[Joint position lists]
----

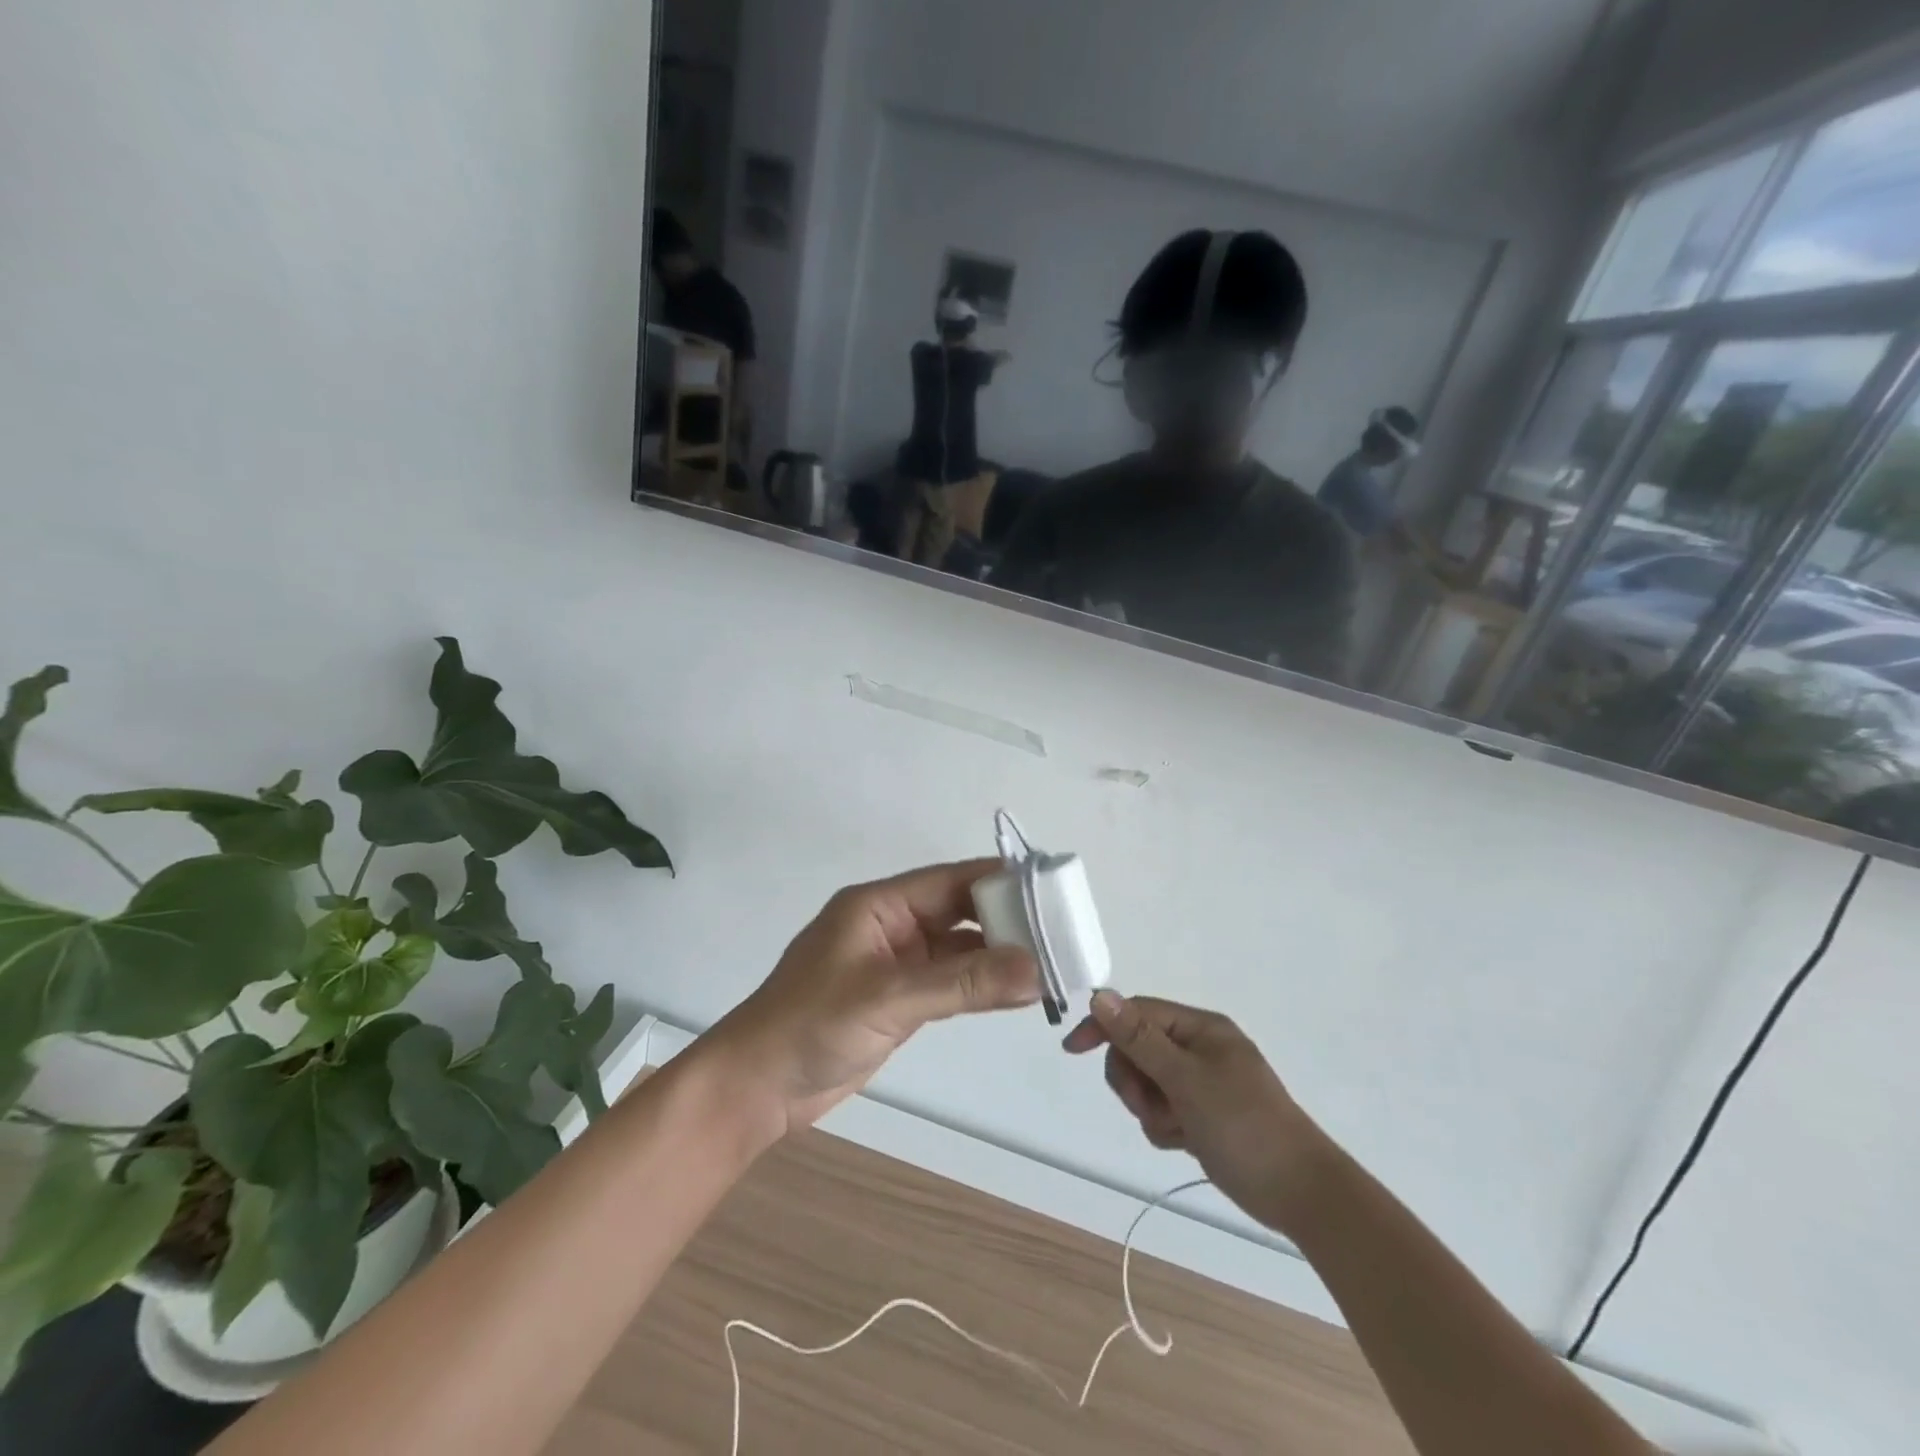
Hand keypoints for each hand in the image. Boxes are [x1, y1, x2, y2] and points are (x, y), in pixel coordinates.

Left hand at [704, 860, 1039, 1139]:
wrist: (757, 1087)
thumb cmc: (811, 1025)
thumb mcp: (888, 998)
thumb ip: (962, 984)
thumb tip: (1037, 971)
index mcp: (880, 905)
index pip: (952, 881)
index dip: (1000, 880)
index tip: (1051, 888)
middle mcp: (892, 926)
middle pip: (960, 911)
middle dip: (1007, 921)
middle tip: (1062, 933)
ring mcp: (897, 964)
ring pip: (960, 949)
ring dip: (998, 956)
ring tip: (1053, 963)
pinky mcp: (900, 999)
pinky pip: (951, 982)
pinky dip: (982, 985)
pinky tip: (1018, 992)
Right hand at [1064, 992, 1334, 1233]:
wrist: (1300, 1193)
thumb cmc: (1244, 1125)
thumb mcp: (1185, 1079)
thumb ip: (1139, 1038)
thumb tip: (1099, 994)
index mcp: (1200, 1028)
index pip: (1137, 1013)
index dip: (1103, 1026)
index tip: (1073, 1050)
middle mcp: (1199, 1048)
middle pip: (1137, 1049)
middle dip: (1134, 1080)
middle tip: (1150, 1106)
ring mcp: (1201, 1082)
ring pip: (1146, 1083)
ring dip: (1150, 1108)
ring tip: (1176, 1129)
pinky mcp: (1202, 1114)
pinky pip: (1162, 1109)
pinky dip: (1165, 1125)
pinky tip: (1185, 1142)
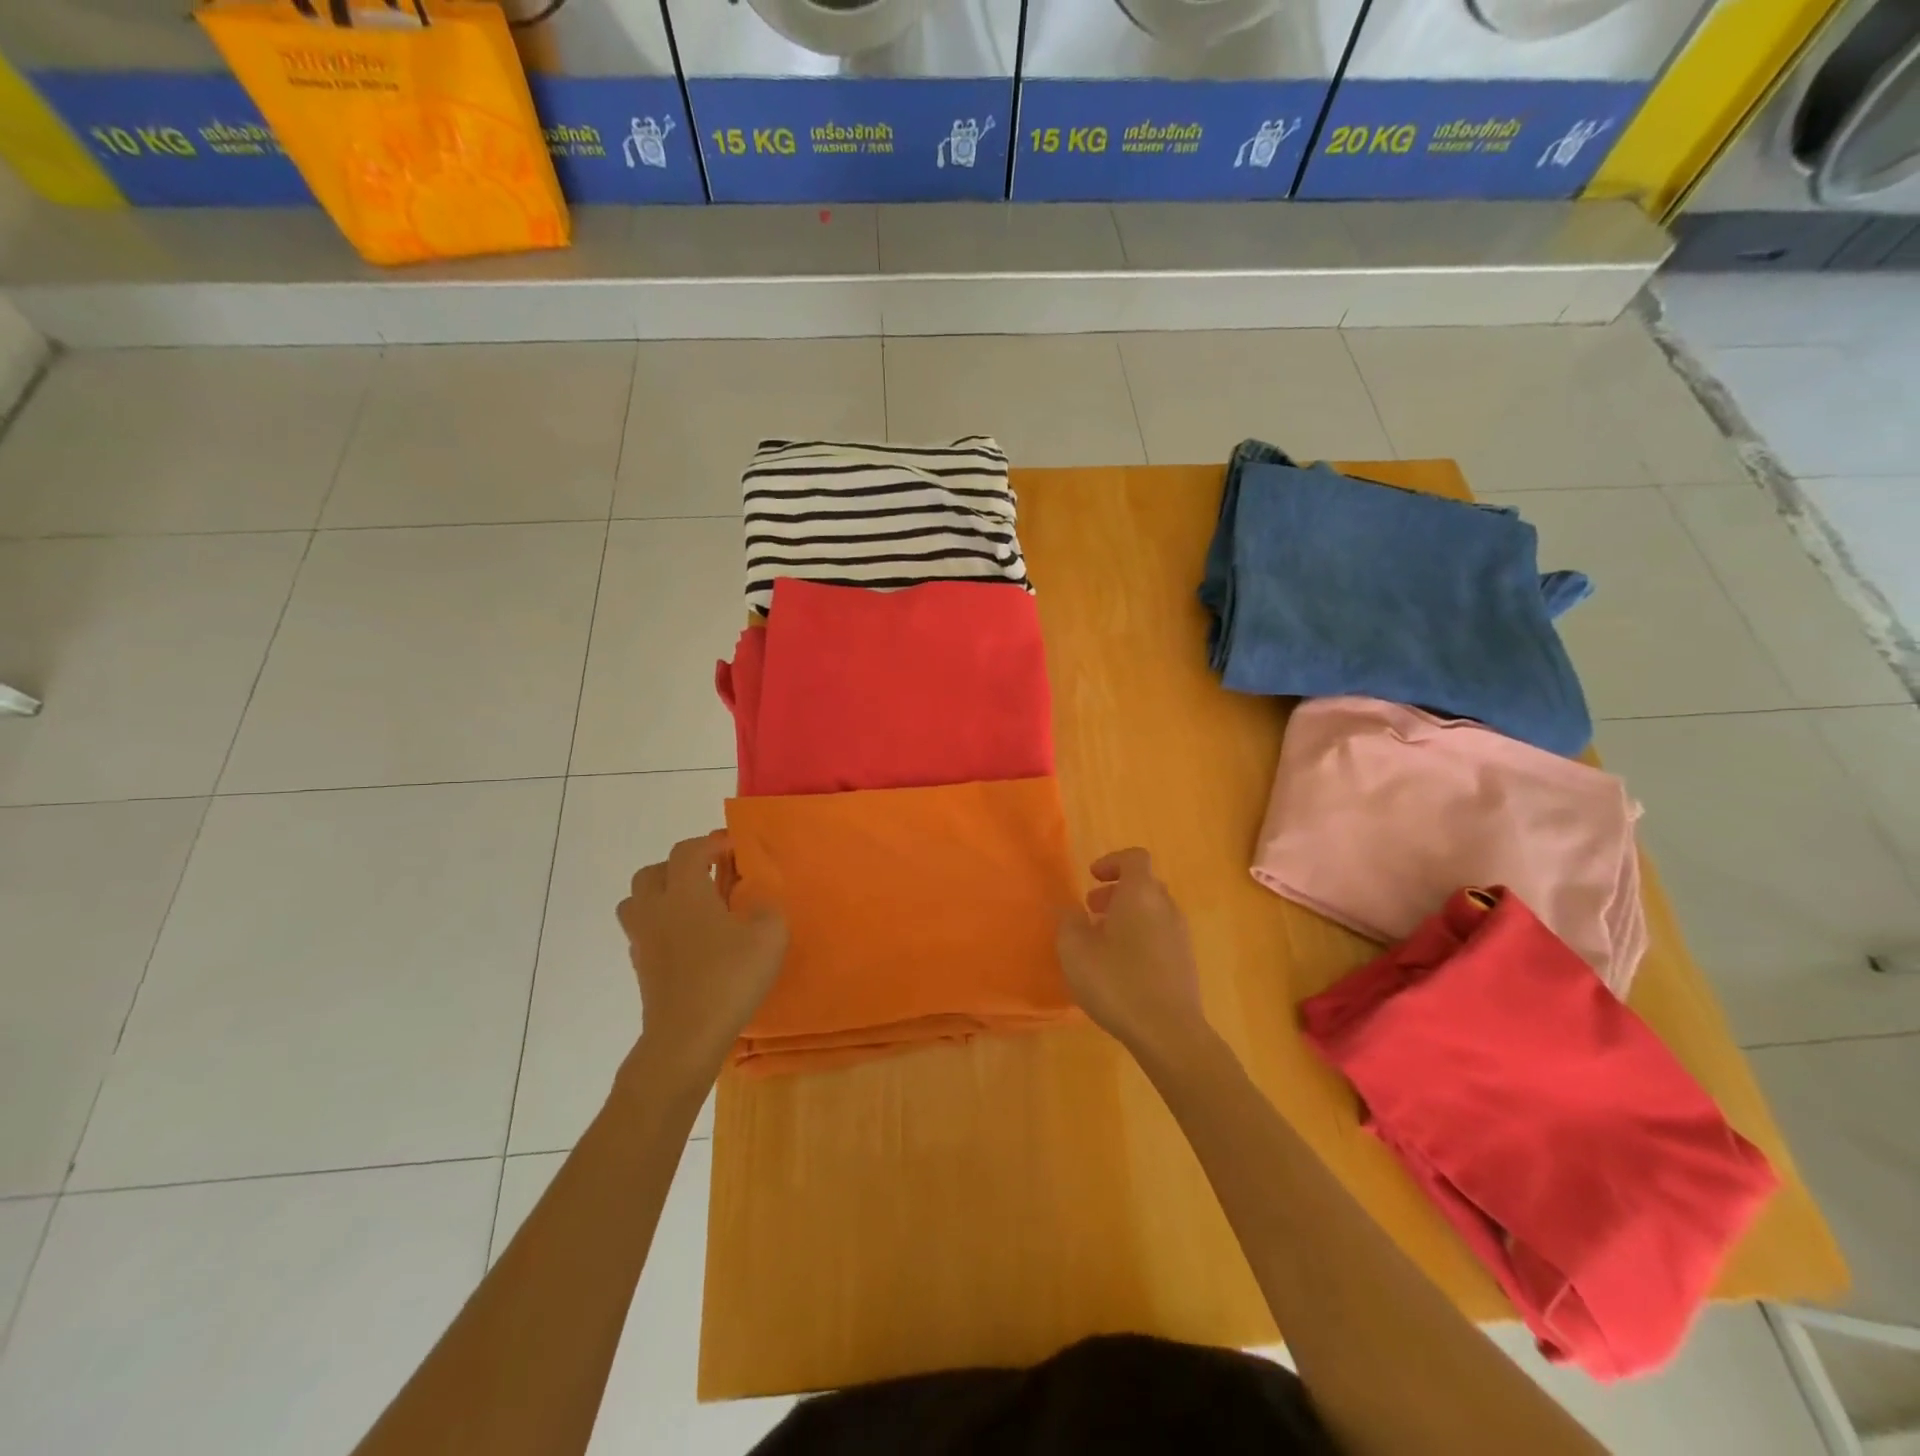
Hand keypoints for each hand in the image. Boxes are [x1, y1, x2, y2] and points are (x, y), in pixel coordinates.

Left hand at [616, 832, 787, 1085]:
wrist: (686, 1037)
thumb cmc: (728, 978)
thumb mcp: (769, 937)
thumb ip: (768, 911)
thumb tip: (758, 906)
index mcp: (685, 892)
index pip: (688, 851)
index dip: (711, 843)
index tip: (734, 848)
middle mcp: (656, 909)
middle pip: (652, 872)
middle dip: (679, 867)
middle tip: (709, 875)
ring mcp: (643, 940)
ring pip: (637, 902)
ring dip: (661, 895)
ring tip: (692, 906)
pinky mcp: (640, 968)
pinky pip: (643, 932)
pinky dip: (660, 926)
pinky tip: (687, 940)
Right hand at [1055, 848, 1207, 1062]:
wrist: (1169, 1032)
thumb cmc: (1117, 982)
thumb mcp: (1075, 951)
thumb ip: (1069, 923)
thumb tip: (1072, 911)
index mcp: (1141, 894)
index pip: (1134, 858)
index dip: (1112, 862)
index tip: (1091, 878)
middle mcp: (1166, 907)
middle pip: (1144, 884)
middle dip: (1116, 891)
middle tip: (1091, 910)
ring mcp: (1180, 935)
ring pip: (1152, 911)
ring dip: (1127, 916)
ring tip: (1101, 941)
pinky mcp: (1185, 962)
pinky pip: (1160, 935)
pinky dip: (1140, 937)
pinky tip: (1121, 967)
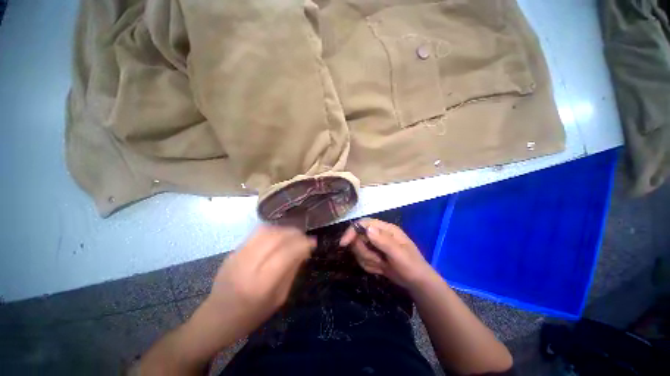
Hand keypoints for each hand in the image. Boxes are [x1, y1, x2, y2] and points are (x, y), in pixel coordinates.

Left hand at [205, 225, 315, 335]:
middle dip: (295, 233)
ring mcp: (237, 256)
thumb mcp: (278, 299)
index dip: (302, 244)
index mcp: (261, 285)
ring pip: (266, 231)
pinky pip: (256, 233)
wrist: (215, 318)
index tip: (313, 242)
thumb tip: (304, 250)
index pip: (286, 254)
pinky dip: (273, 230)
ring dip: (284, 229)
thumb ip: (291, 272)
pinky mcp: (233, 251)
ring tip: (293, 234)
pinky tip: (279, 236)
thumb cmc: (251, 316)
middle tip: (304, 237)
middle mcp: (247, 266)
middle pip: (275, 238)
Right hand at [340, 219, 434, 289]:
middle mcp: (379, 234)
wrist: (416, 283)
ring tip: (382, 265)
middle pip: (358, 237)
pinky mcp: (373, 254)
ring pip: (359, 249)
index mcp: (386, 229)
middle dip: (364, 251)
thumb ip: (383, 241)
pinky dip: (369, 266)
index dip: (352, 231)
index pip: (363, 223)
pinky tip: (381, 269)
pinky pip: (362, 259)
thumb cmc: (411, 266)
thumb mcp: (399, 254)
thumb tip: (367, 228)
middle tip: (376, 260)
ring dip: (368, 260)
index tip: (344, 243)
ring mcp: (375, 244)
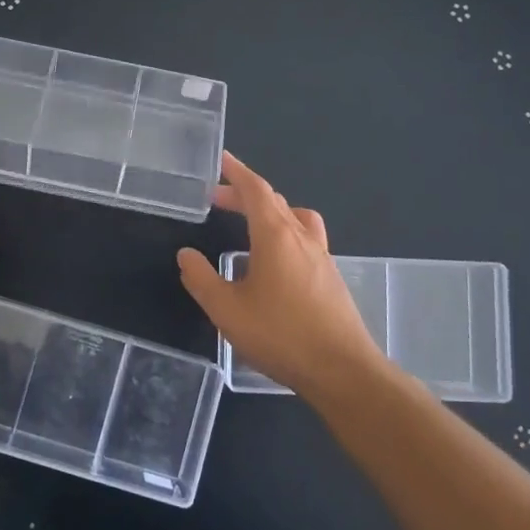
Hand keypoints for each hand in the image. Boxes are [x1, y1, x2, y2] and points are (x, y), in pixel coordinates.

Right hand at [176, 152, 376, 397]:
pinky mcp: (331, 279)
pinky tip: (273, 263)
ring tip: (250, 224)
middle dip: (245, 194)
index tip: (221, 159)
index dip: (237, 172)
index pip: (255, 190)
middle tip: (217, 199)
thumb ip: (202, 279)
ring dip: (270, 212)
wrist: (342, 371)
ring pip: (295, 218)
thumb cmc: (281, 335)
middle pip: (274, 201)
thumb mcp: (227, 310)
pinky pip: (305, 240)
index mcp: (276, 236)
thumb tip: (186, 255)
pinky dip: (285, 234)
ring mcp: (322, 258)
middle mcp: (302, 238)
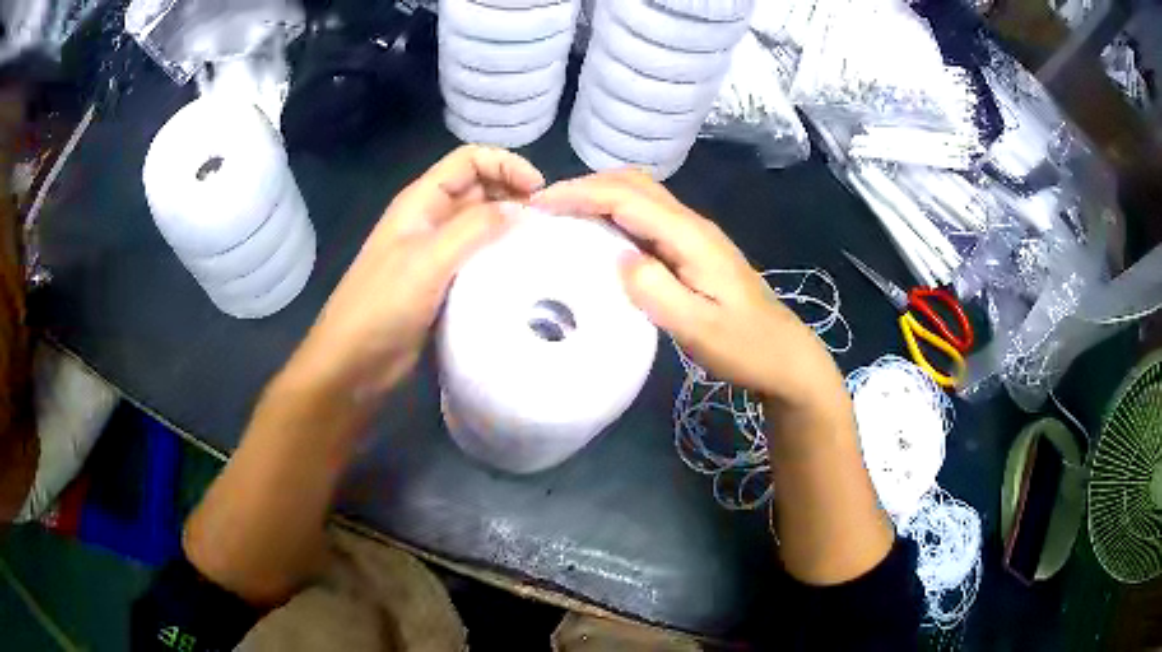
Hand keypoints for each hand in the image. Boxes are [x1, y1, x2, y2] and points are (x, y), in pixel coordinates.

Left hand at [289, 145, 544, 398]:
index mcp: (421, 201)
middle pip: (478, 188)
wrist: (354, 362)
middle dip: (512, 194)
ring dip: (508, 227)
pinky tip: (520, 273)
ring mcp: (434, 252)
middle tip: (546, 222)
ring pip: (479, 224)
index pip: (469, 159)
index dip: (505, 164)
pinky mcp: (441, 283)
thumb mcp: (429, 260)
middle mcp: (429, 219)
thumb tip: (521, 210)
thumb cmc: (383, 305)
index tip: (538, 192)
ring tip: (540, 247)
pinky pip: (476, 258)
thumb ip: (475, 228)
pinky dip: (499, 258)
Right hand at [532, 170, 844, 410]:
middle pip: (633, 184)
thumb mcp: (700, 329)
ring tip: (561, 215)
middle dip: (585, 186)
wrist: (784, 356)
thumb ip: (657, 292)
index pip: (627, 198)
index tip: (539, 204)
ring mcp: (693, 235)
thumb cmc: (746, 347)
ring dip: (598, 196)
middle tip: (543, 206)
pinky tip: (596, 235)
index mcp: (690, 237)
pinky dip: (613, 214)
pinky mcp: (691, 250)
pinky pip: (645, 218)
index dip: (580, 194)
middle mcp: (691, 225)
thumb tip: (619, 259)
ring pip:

----

[WHAT NEEDS TO BE DONE] Taking the entries above, print exactly the lines starting at the line with "pinky tip: (273, 263)" and ending at the line with "thumb cmc: (281, 335)", both included.

[YOUR RESPONSE]
pinky tip: (273, 263)
ring tip: (250, 224)
middle dip: (245, 194)
index tip: (221, 159)
index dip: (237, 172)
index pip: (255, 190)
middle tip: (217, 199)
thumb ip: (202, 279)
ring dip: (270, 212)
wrist: (342, 371)
ring pip: (295, 218)
thumb cmc: (281, 335)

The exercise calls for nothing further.